As with all legal claims, regardless of the merits of a case it must be filed within the statutory period. In the context of nursing homes facing elder abuse claims, understanding which statute of limitations applies to the situation is especially important in successfully defending such claims. Furthermore, understanding the tolling of the statute of limitations period is important in assessing potential risk.
Statutory elder abuse claims must be raised within a two year period per Code of Civil Procedure section 335.1, which applies to all actions for assault, battery, injury, or death of an individual caused by the wrongful act or neglect or another. Despite the fact that a nursing facility may be responsible for elder abuse committed by its employees, it has been determined by the courts that this does not constitute professional negligence. Therefore, the three year statute of limitations that applies to professional negligence actions does not apply to nursing homes.
This distinction was made in Benan v. Superior Court. In Benan, the plaintiffs sued on behalf of their mother, alleging that nursing staff failed to provide care and intentionally neglected her just before her death. Numerous elder abuse claims were alleged under Welfare and Institutions Code. At trial, the court ruled that the elder abuse actions were barred by the three year statute of limitations period applying to professional negligence claims pursuant to Code of Civil Procedure section 340.5. The court of appeal disagreed. The court of appeal noted that elder abuse claims alleging egregious conduct and seeking heightened remedies are much different from professional negligence actions, and therefore warrant different treatment. The court held that due to the nature of these claims and the need to protect nursing homes from the potential for extended liability for such serious claims, the proper statute of limitations was the two year period.

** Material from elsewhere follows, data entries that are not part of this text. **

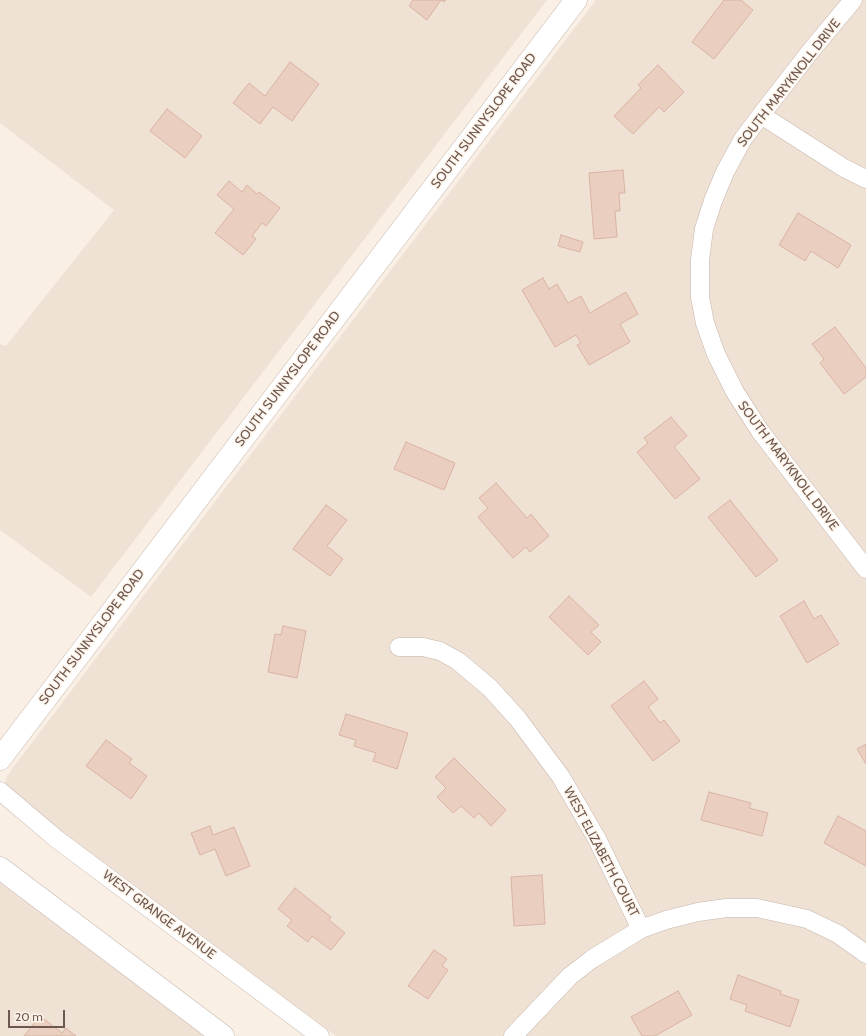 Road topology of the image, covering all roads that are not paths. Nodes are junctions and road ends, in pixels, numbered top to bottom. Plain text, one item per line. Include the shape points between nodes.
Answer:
1 (576, 0) edge
2 (853, 0) edge
3 (761, 115) junction
4 (866, 179) edge
5 (866, 569) edge
6 (399, 647) dead end
7 (0, 759) edge
8 (0, 791) edge
9 (0, 868) edge
10 (641, 929) junction
11 (866, 954) edge
12 (223, 1036) edge
13 (320, 1036) edge
14 (513, 1036) edge

1 - 7 street, SOUTH SUNNYSLOPE ROAD
2 - 3 street, SOUTH MARYKNOLL DRIVE
3 - 4 street via 844,168
3 - 5 street, SOUTH MARYKNOLL DRIVE via 743,139 725,172 704,229 700,260 700,297 705,323 716,354 735,392 760,431
6 - 10 street, WEST ELIZABETH COURT via 423,647 440,651 458,661 490,688 518,719 561,777 598,839
8 - 13 street, WEST GRANGE AVENUE via 58,840
9 - 12 street
10 - 11 street via 698,912 726,908 757,908 807,919 838,934
10 - 14 street via 592,959 570,976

However, despite the Court’s application of the two year period in an attempt to protect nursing homes, nursing homes should be aware of the impacts that a plaintiff’s mental state and capacity can have on this rather short statute of limitations period. Pursuant to Code of Civil Procedure section 352, if a plaintiff is insane at the time a cause of action accrues, the statutory limitations period does not commence until the disability ends.
The critical issue in Benan was not the statutory period, but the tolling of the statute of limitations due to the victim’s insanity. Under Code of Civil Procedure section 352, the period may be tolled during the plaintiff’s period of insanity. The court found that actions on behalf of elders who are insane within the meaning of the code would be promoted by the application of these two statutes used in conjunction. Because in Benan the plaintiff’s insanity continued until her death, and the complaint was filed only one year later, it was held that it was timely filed.
Nursing homes should be aware of the tolling period provided under section 352, which can potentially result in indefinite tolling for insane plaintiffs. As in Benan, the causes of action were tolled until her death. Therefore, nursing homes are at risk for liability for two years beyond the death of any patient whose causes of action are tolled due to their own insanity. While this may appear to contradict the intent of the Court in Benan, it is only a risk in cases where capacity is at issue. Furthermore, once it can be demonstrated that a plaintiff’s insanity ended and capacity was regained, the statute of limitations will recommence.